Problem details: From the entries, filter out every line that lacks "each" and copy the rest.

** Data records follows **

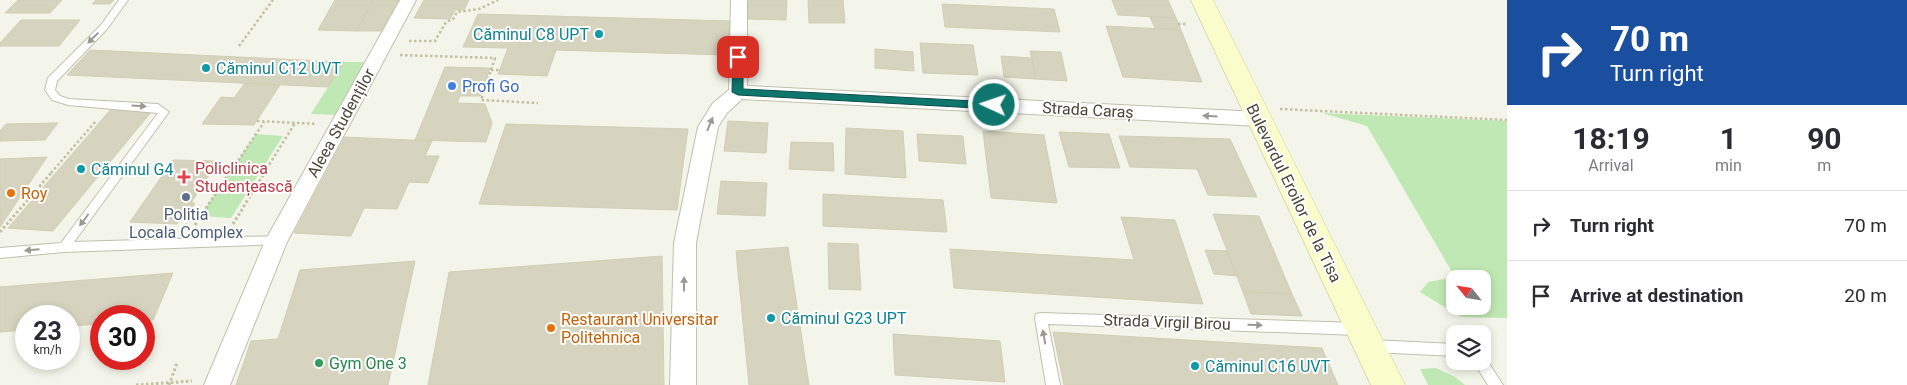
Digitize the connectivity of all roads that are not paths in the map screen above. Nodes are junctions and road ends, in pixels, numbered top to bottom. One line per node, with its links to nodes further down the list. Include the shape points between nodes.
1 (124, 0): 8 (lane, one-way to 8, via 50,84 52,93 64,101 158,108 164,112)
2 (408, 0): 7 (street, Aleea Studenților)
3 (739, 0): 5 (street)
4 (1202, 0): 6 (street, Bulevardul Eroilor de la Tisa)
5 (738, 92): 6 (street, Strada Caraș, one-way to 5); 14 (street, one-way to 5, via 685,243 708,127 720,108)
6 (1256, 113): 10 (street, Bulevardul Eroilor de la Tisa)
7 (276, 241): 8 (lane); 13 (street, Aleea Studenților)
8 (64, 247): 9 (lane, one-way to 9)
9 (0, 253)
10 (1364, 337): 11 (lane); 15 (lane, Strada Virgil Birou, one-way to 10, via 1041,318); 16 (street, Bulevardul Eroilor de la Tisa)
11 (1446, 349)
12 (1486, 370): 17 (lane)
13 (217, 385)
14 (682, 385)
15 (1053, 385)
16 (1388, 385)
17 (1496, 385)

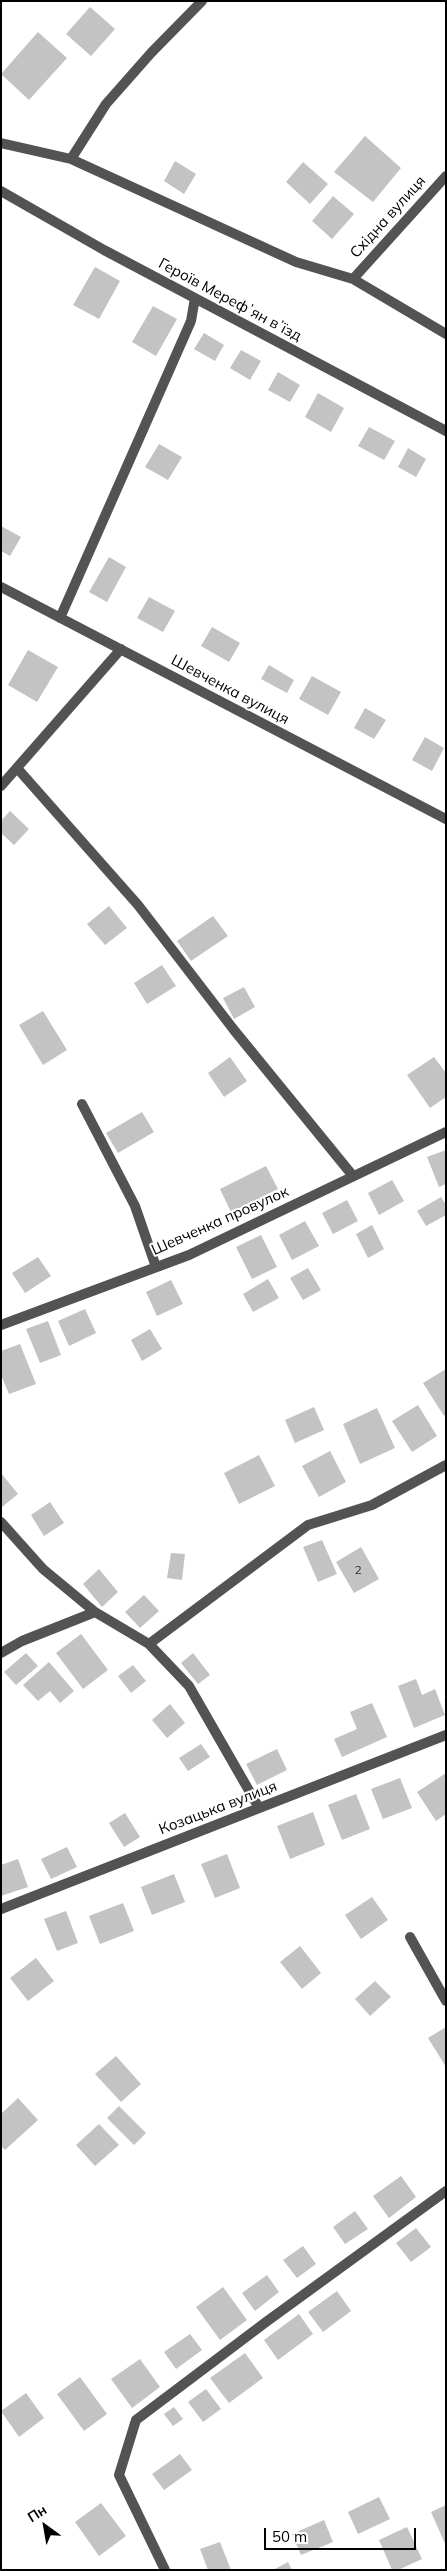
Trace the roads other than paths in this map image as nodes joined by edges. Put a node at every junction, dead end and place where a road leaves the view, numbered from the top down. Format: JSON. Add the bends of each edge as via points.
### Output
{"nodes":[{"id":1,"x":202,"y":1,"type":"edge"},
{"id":2,"x":1,"y":143,"type":"edge"},
{"id":3,"x":71,"y":159,"type":"junction"},
{"id":4,"x":446,"y":176,"type":"edge"},
{"id":5,"x":1,"y":191,"type":"edge"},
{"id":6,"x":353,"y":279,"type":"junction"},
{"id":7,"x":195,"y":298,"type":"junction"},
{"id":8,"x":446,"y":334,"type":"edge"},
{"id":9,"x":446,"y":431,"type":"edge"},
{"id":10,"x":1,"y":587,"type":"edge"},
{"id":11,"x":60,"y":618,"type":"junction"},
{"id":12,"x":120,"y":649,"type":"junction"},
{"id":13,"x":17,"y":768,"type":"junction"},
{"id":14,"x":1,"y":786,"type":"edge"},
{"id":15,"x":446,"y":819,"type":"edge"},
{"id":16,"x":82,"y":1104,"type":"dead end"},
{"id":17,"x":446,"y":1132,"type":"edge"},
{"id":18,"x":353,"y":1176,"type":"junction"},
{"id":19,"x":156,"y":1267,"type":"junction"},
{"id":20,"x":1,"y":1325,"type":"edge"},
{"id":21,"x":446,"y":1466,"type":"edge"},
{"id":22,"x":1,"y":1522,"type":"edge"},
{"id":23,"x":95,"y":1612,"type":"junction"},
{"id":24,"x":149,"y":1644,"type":"junction"},
{"id":25,"x":1,"y":1653,"type":"edge"},
{"id":26,"x":446,"y":1735,"type":"edge"},
{"id":27,"x":259,"y":1808,"type":"junction"},
{"id":28,"x":1,"y":1909,"type":"edge"},
{"id":29,"x":410,"y":1937,"type":"dead end"},
{"id":30,"x":446,"y":2001,"type":"edge"},
{"id":31,"x":446,"y":2191,"type":"edge"},
{"id":32,"x":165,"y":2570,"type":"edge"}],
"edges":[{"from":1,"to":3,"type":"street","via":[[106,104]]},
{"from":2,"to":3,"type":"street"},
{"from":3,"to":6,"type":"street","via":[[296,262]]},
{"from":4,"to":6,"type":"street","name":"Східна вулиця"},
{"from":5,"to":7,"type":"street","name":"Героїв Мерефʼян вʼїзд"},
{"from":6,"to":8,"type":"street"},
{"from":7,"to":9,"type":"street","name":"Героїв Мерефʼян вʼїзд"},
{"from":7,"to":11,"type":"street","via":[[191,321]]},
{"from":10,"to":11,"type":"street","name":"Шевченка вулиця"},
{"from":11,"to":12,"type":"street","name":"Шевченка вулиця"},
{"from":12,"to":13,"type":"street"},
{"from":12,"to":15,"type":"street","name":"Шевченка вулиця"},
{"from":13,"to":14,"type":"street"},
{"from":13,"to":18,"type":"street","via":[[138,905]]},
{"from":16,"to":19,"type":"street","via":[[135,1206]]},
{"from":17,"to":18,"type":"street","name":"Шевченка провулок"},
{"from":18,"to":19,"type":"street","name":"Шевченка провулок","via":[[189,1255]]},
{"from":19,"to":20,"type":"street","name":"Шевченка провулок"},
{"from":21,"to":24,"type":"street","via":[[372,1505],[308,1525]]},
{"from":22,"to":23,"type":"street","via":[[43,1569]]},
{"from":23,"to":24,"type":"street"},
{"from":23,"to":25,"type":"street","via":[[22,1641]]},
{"from":24,"to":27,"type":"street","via":[[189,1686]]},
{"from":26,"to":27,"type":"street","name":"Козацька вулиця"},
{"from":27,"to":28,"type":"street","name":"Козацька вулиця"},
{"from":29,"to":30,"type":"street"},
{"from":31,"to":32,"type":"street","via":[[136,2420],[119,2475]]}]}
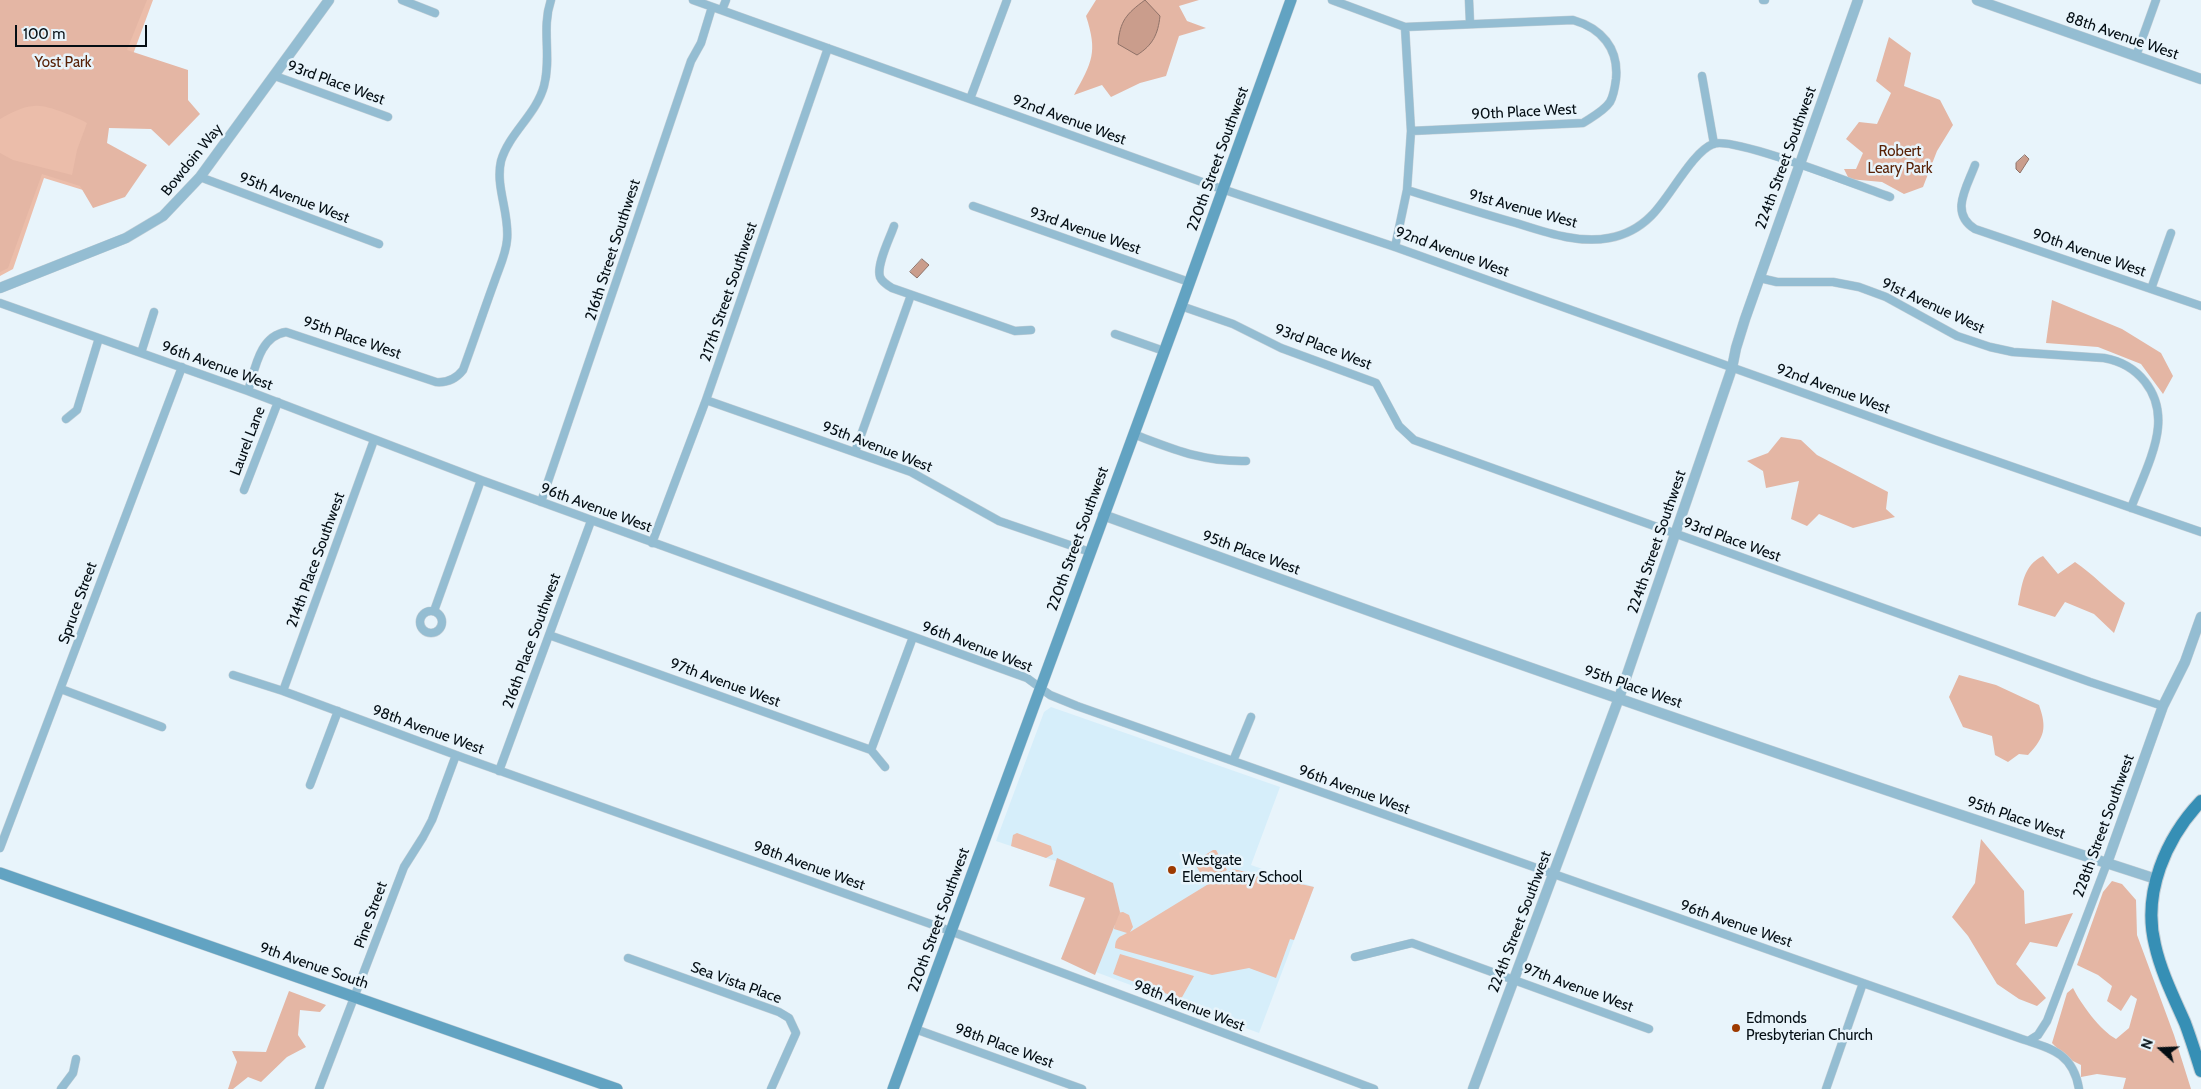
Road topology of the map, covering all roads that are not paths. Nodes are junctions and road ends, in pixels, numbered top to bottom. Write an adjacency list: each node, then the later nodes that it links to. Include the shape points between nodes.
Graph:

** End of Data records **

Solution for this exercise:
Trace the roads other than paths in this map image as nodes joined by edges. Put a node at every junction, dead end and place where a road leaves the view, numbered from the top down. Format: JSON. Add the bends of each edge as via points.
Road topology of the map, covering all roads that are not paths. Nodes are junctions and road ends, in pixels, numbered top to bottom. Write an adjacency list: each node, then the later nodes that it links to. Include the shape points between nodes.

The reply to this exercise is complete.